Cherokee Nation recognizes Indigenous Peoples’ Day as an official holiday


TAHLEQUAH, Okla. — The Cherokee Nation is formally recognizing Indigenous Peoples’ Day as an officially observed tribal holiday beginning in October 2018.
Indigenous Peoples’ Day will be recognized annually on the second Monday in October under the updated Cherokee Nation policy recently approved by Principal Chief Bill John Baker.
“My hope is that by formally recognizing Indigenous Peoples’ Day as an observed Cherokee Nation holiday, we will encourage people to learn about and respect Native contributions to American history, our country and the state of Oklahoma,” Baker said.
In recognition of the holiday, all Cherokee Nation government offices will be closed on Indigenous Peoples’ Day and employees will be granted one day of paid administrative leave. The holiday will be observed in lieu of Presidents’ Day in February.
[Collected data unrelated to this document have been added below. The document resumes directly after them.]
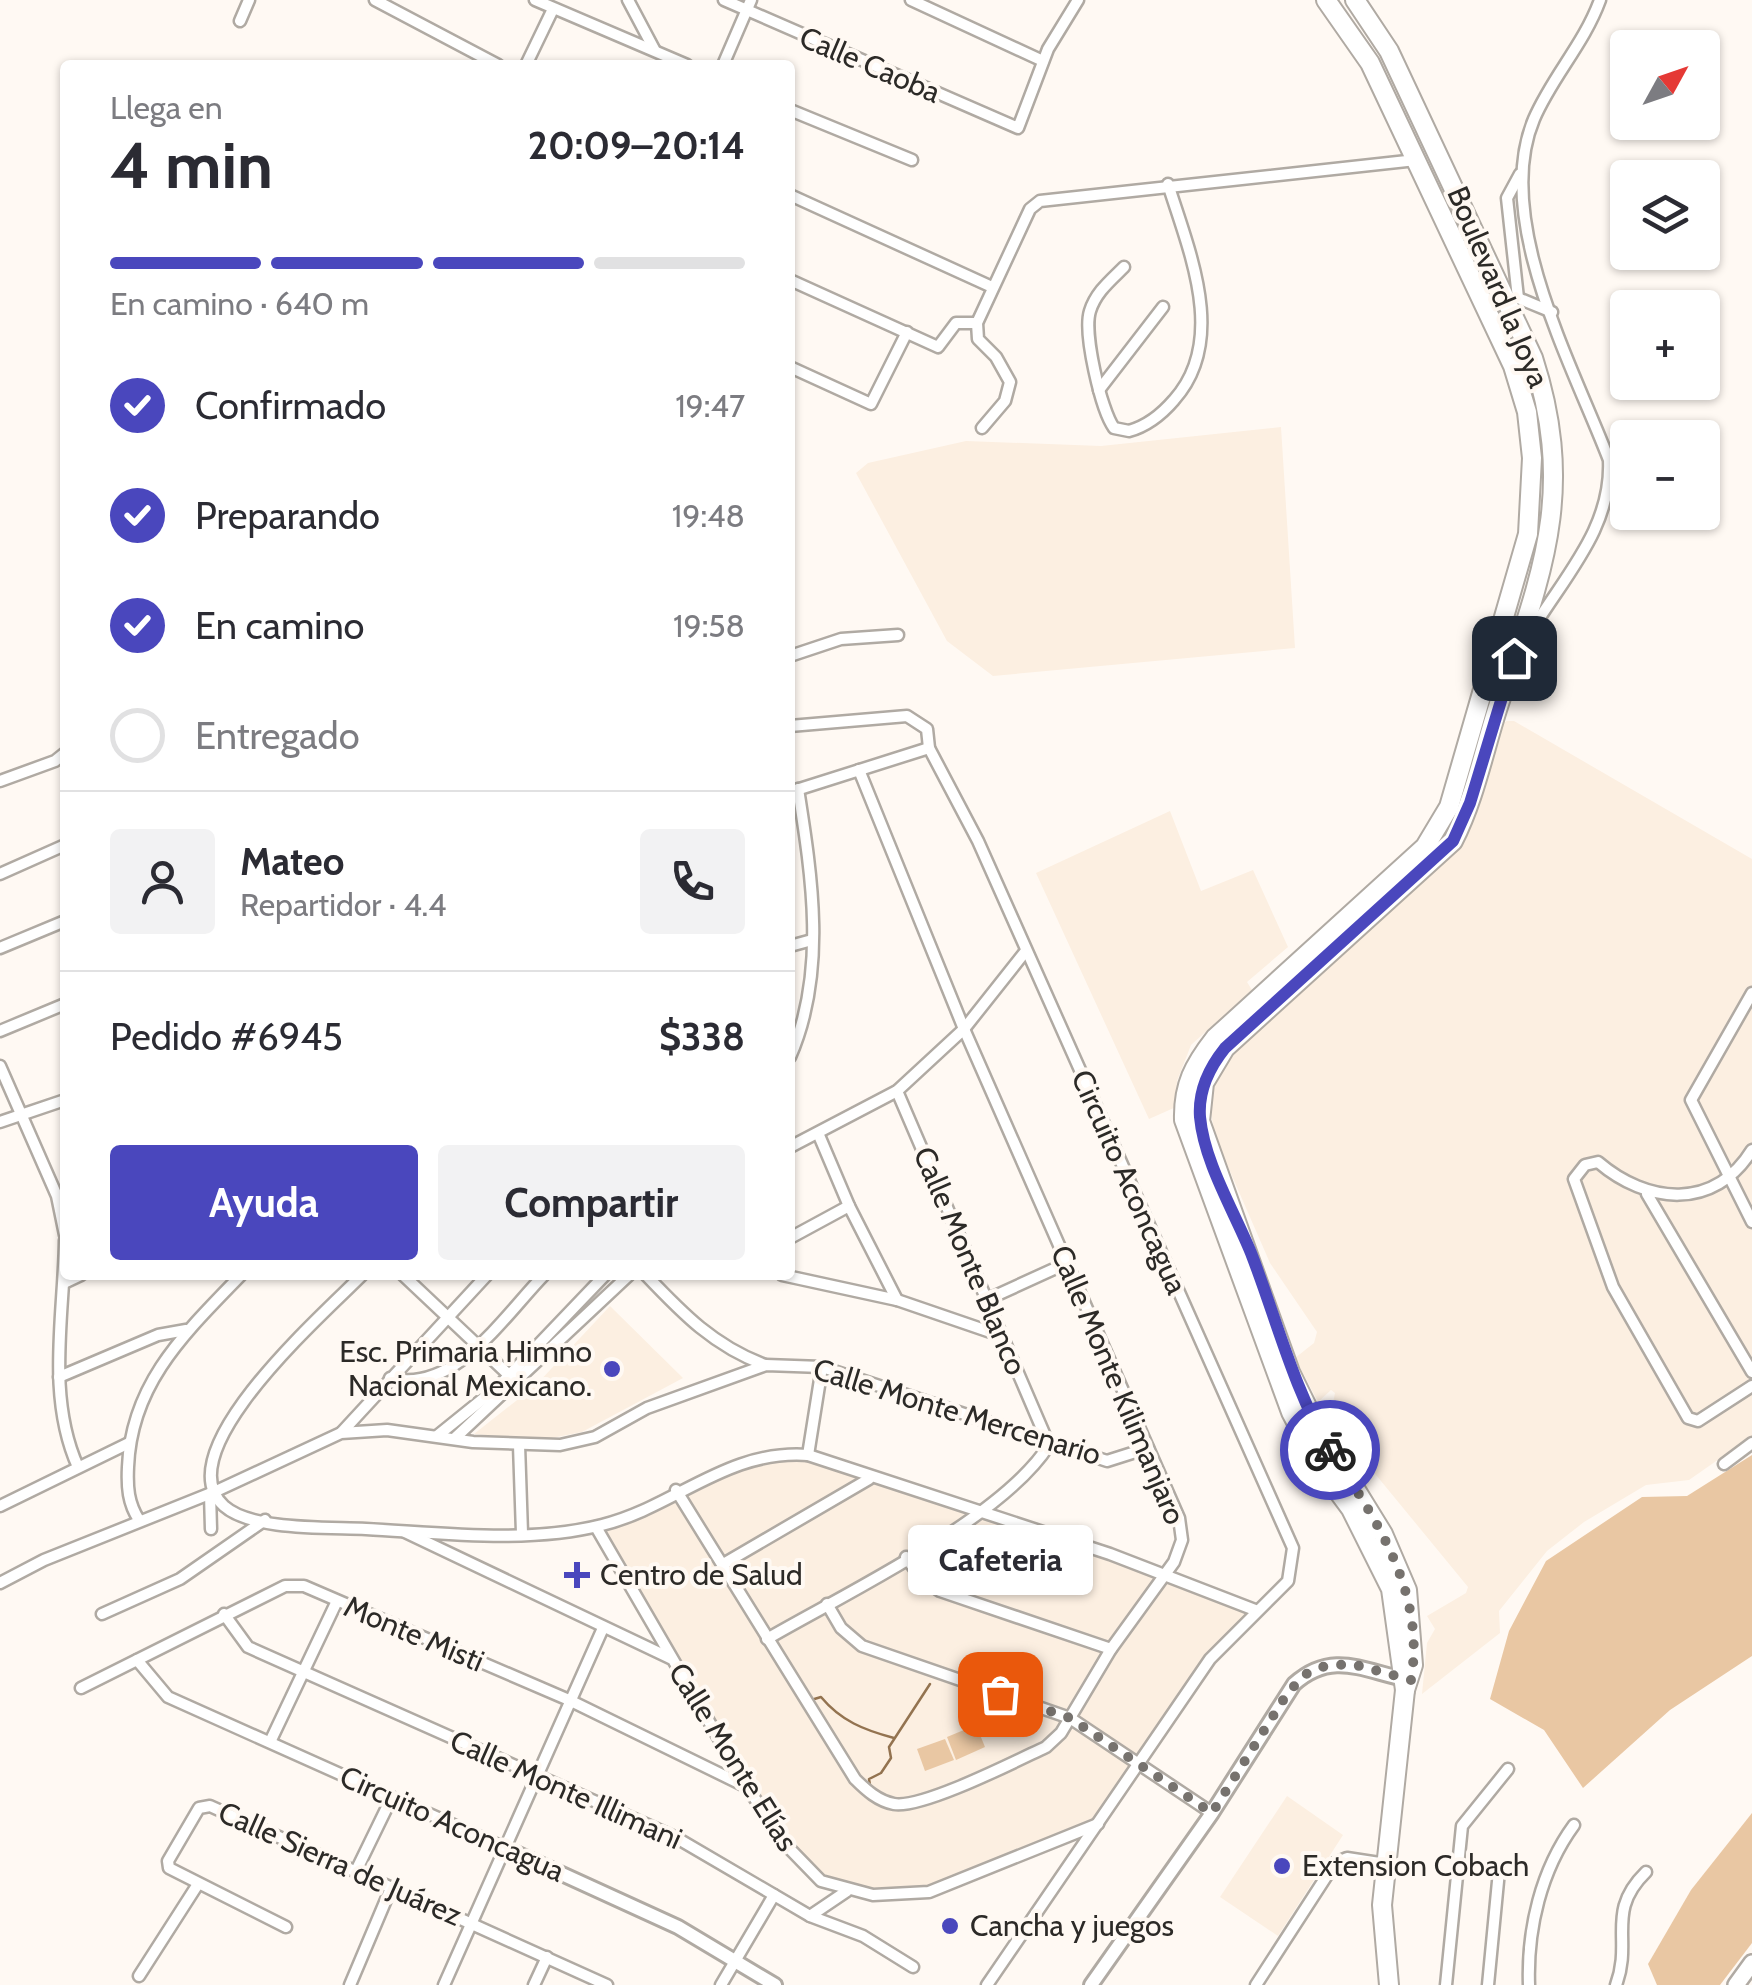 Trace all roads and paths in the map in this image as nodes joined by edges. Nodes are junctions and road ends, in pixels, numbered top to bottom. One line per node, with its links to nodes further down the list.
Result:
1 (249, 0): 13 (street)
2 (375, 0): 15 (street)
3 (535, 0): 12 (street)
4 (628, 0): 14 (street)
5 (724, 0): 11 (street, Calle Caoba)
6 (911, 0): 19 (street)
7 (1078, 0): 19 (street)
8 (1326, 0): 22 (main road, Boulevard la Joya)
9 (1354, 0): 29 (main road, Boulevard la Joya)
10 (1600, 0): 23 (street)
11 (748, 6): 18 (street); 19 (street, Calle Caoba)
12 (553, 8): 14 (street); 16 (street)
13 (240, 21)
14 (654, 49): 17 (street)
15 (489, 60)
16 (528, 60)
17 (677, 60)
18 (725, 60)
19 (1043, 61)
20 (795, 112): 21 (street)
21 (912, 160)
22 (1416, 160): 24 (street); 136 (main road, Boulevard la Joya)
23 (1520, 173): 29 (street); 31 (street)
24 (1168, 184): 28 (street); 35 (street)
25 (795, 197): 28 (street)
26 (1124, 267): 35 (street)
27 (795, 282): 33 (street)
28 (992, 287): 32 (street)
29 (1511, 298): 31 (street); 37 (main road, Boulevard la Joya)
30 (1163, 307): 35 (street)
31 (1553, 312): 37 (street)
32 (976, 323): 33 (street); 36 (street)
33 (906, 332): 34 (street)
34 (795, 369)
35 (1100, 390)
36 (982, 428)
37 (1522, 635): 136 (main road, Boulevard la Joya)
38 (898, 636): 39 (street)
39 (795, 654)
40 (795, 726): 41 (street, Circuito Aconcagua)
41 (930, 748): 43 (street); 53 (street, Circuito Aconcagua)
42 (60, 758): 44 (street)
43 (859, 770): 45 (street); 56 (street, Calle Monte Kilimanjaro)
44 (0, 781)
45 (795, 790)
46 (795, 794): 50 (street)
47 (60, 848): 48 (street)
48 (0, 874)
49 (60, 923): 52 (street)
50 (812, 940): 51 (street); 58 (street)
51 (795, 945)
52 (0, 948)
53 (1025, 952): 56 (street); 127 (street, Circuito Aconcagua)
54 (1752, 994): 68 (street)
55 (60, 1006): 57 (street)
56 (964, 1029): 60 (street); 74 (street, Calle Monte Kilimanjaro)
57 (0, 1031)
58 (795, 1043)
59 (0, 1066): 62 (street)
60 (897, 1090): 64 (street); 87 (street, Calle Monte Blanco)
61 (60, 1102): 62 (street)
62 (23, 1118): 63 (street); 69 (street)
63 (0, 1122)
64 (818, 1132): 65 (street); 71 (street)
65 (795, 1144)
66 (1752, 1150): 67 (street)
67 (1748, 1166): 68 (street)
68 (1726, 1178): 70 (street); 72 (street)
69 (60, 1192)
70 (1646, 1194): 94 (street); 98 (street)
71 (848, 1206): 73 (street); 86 (street)
72 (1752, 1222)
73 (795, 1235)
74 (1067, 1262): 87 (street); 106 (street, Calle Monte Kilimanjaro)
75 (795, 1278): 86 (street)
76 (69, 1280): 85 (street)
77 (235, 1280): 89 (street)
78 (357, 1280): 112 (street)
79 (408, 1280): 88 (street)
80 (481, 1280): 88 (street)
81 (539, 1280): 91 (street)
82 (600, 1280): 95 (street)
83 (624, 1280): 101 (street)
84 (651, 1280): 92 (street)
85 (64, 1282): 96 (street)
86 (897, 1300): 90 (street)
87 (986, 1300): 90 (street, Calle Monte Blanco)
88 (447, 1316): 91 (street); 97 (street)
89 (188, 1330): 96 (street); 103 (street)
90 (1002, 1336): 104 (street, Calle Monte Blanco)
91 (476, 1345): 95 (street); 97 (street)
92 (766, 1365): 93 (street, Calle Monte Mercenario); 105 (street, Calle Monte Mercenario)
93 (822, 1367): 104 (street, Calle Monte Mercenario); 107 (street)
94 (1752, 1372)
95 (509, 1375): 100 (street)
96 (59, 1377): 109 (street)
97 (390, 1378): 99 (street)
98 (1752, 1386)
99 (341, 1433): 100 (street, Calle Monte Mercenario); 112 (street, Calle Monte Mercenario)
100 (437, 1436): 101 (street, Calle Monte Mercenario)
101 (456, 1438): 105 (street, Calle Monte Mercenario)
102 (1752, 1443): 108 (street)
103 (129, 1444): 109 (street); 115 (street)
104 (1049, 1444): 106 (street, Calle Monte Mercenario); 114 (street)
105 (519, 1446): 120 (street)
106 (1148, 1448): 123 (street, Calle Monte Kilimanjaro)
107 (808, 1455): 110 (street); 111 (street)
108 (1724, 1464)
109 (78, 1467): 113 (street)
110 (869, 1478): 114 (street); 122 (street)
111 (676, 1490): 117 (street); 122 (street, Calle Monte Kilimanjaro)
112 (212, 1493): 115 (street, Calle Monte Mercenario); 116 (street); 118 (street)
113 (0, 1506)
114 (983, 1511): 121 (street); 123 (street)
115 (138, 1520): 124 (street, Calle Monte Mercenario)
116 (265, 1520): 119 (street); 128 (street)
117 (596, 1527): 120 (street); 133 (street, Calle Monte Elías)
118 (210, 1529)
119 (402, 1531): 120 (street); 130 (street)
120 (522, 1533)
121 (906, 1557): 126 (street); 132 (street)
122 (725, 1563): 131 (street, Calle Monte Kilimanjaro)
123 (1166, 1574): 127 (street); 132 (street, Calle Monte Kilimanjaro)
124 (0, 1583)
125 (337, 1601): 129 (street, Monte Misti); 135 (street); 138 (street, Monte Misti)
126 (827, 1604): 131 (street); 139 (street)
127 (1255, 1610): 141 (street, Circuito Aconcagua)
128 (102, 1614)
129 (224, 1614): 134 (street, Monte Misti); 135 (street, Calle Monte Illimani)
130 (603, 1628): 133 (street); 138 (street)
131 (767, 1639): 139 (street, Calle Monte Kilimanjaro)
132 (1111, 1648): 139 (street, Calle Monte Kilimanjaro)
133 (670, 1659): 144 (street, Calle Monte Elías)
134 (138, 1660): 137 (street, Monte Misti); 140 (street, Circuito Aconcagua)
135 (302, 1672): 140 (street); 143 (street, Calle Monte Illimani)
136 (1406, 1683): 146 (street); 150 (main road)
137 (81, 1688)
138 (569, 1700): 143 (street); 144 (street, Monte Misti)
139 (1070, 1718): 141 (street)
140 (270, 1742): 145 (street, Circuito Aconcagua)
141 (1138, 1764): 146 (street); 147 (street, Circuito Aconcagua)
142 (1508, 1769): 176 (street)
143 (534, 1776): 149 (street); 157 (street, Calle Monte Illimani)
144 (747, 1788): 156 (street, Calle Monte Elías)
145 (392, 1797): 149 (street, Circuito Aconcagua); 151 (street)
146 (1212, 1813): 173 (street)
147 (1099, 1823): 156 (street, Calle Monte Elías); 172 (street, Circuito Aconcagua)
148 (1574, 1825): 178 (street)
149 (504, 1847): 159 (street); 162 (street, Circuito Aconcagua)
150 (1386, 1864): 174 (street); 175 (main road)
151 (356, 1871): 154 (street, Calle Sierra de Juárez); 155 (street, Calle Sierra de Juárez)
152 (1499, 1871): 177 (street)
153 (1646, 1872): 179 (street)
154 (198, 1884): 160 (street, Calle Sierra de Juárez); 165 (street)
155 (391, 1888): 159 (street, Calle Sierra de Juárez); 166 (street)
156 (847, 1892): 158 (street)
157 (774, 1895): 158 (street, Calle Monte Illimani); 162 (street)
158 (810, 1916): 164 (street, Calle Monte Illimani)
159 (470, 1921): 161 (street, Calle Sierra de Juárez); 167 (street)
160 (286, 1927)
161 (547, 1957): 168 (street); 169 (street, Calle Sierra de Juárez)
162 (734, 1961): 170 (street); 171 (street, Circuito Aconcagua)
163 (1752, 1963): 180 (main road)
164 (913, 1967)
165 (139, 1976)
166 (350, 1985)
167 (444, 1985)
168 (534, 1985)
169 (608, 1985)
170 (721, 1985)
171 (774, 1985)
172 (987, 1985)
173 (1090, 1985)
174 (1256, 1985)
175 (1389, 1985)
176 (1446, 1985)
177 (1488, 1985)
178 (1529, 1985)
179 (1616, 1985)
180 (1736, 1985)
“As a tribal government, it makes more sense for us to celebrate Native people and culture in October instead of a day set aside for presidents, including Andrew Jackson, whose legacy of genocide should never be celebrated,” Baker said.
Earlier this year, Baker also signed an executive order declaring Martin Luther King Jr. Day as an official Cherokee Nation holiday for the first time ever.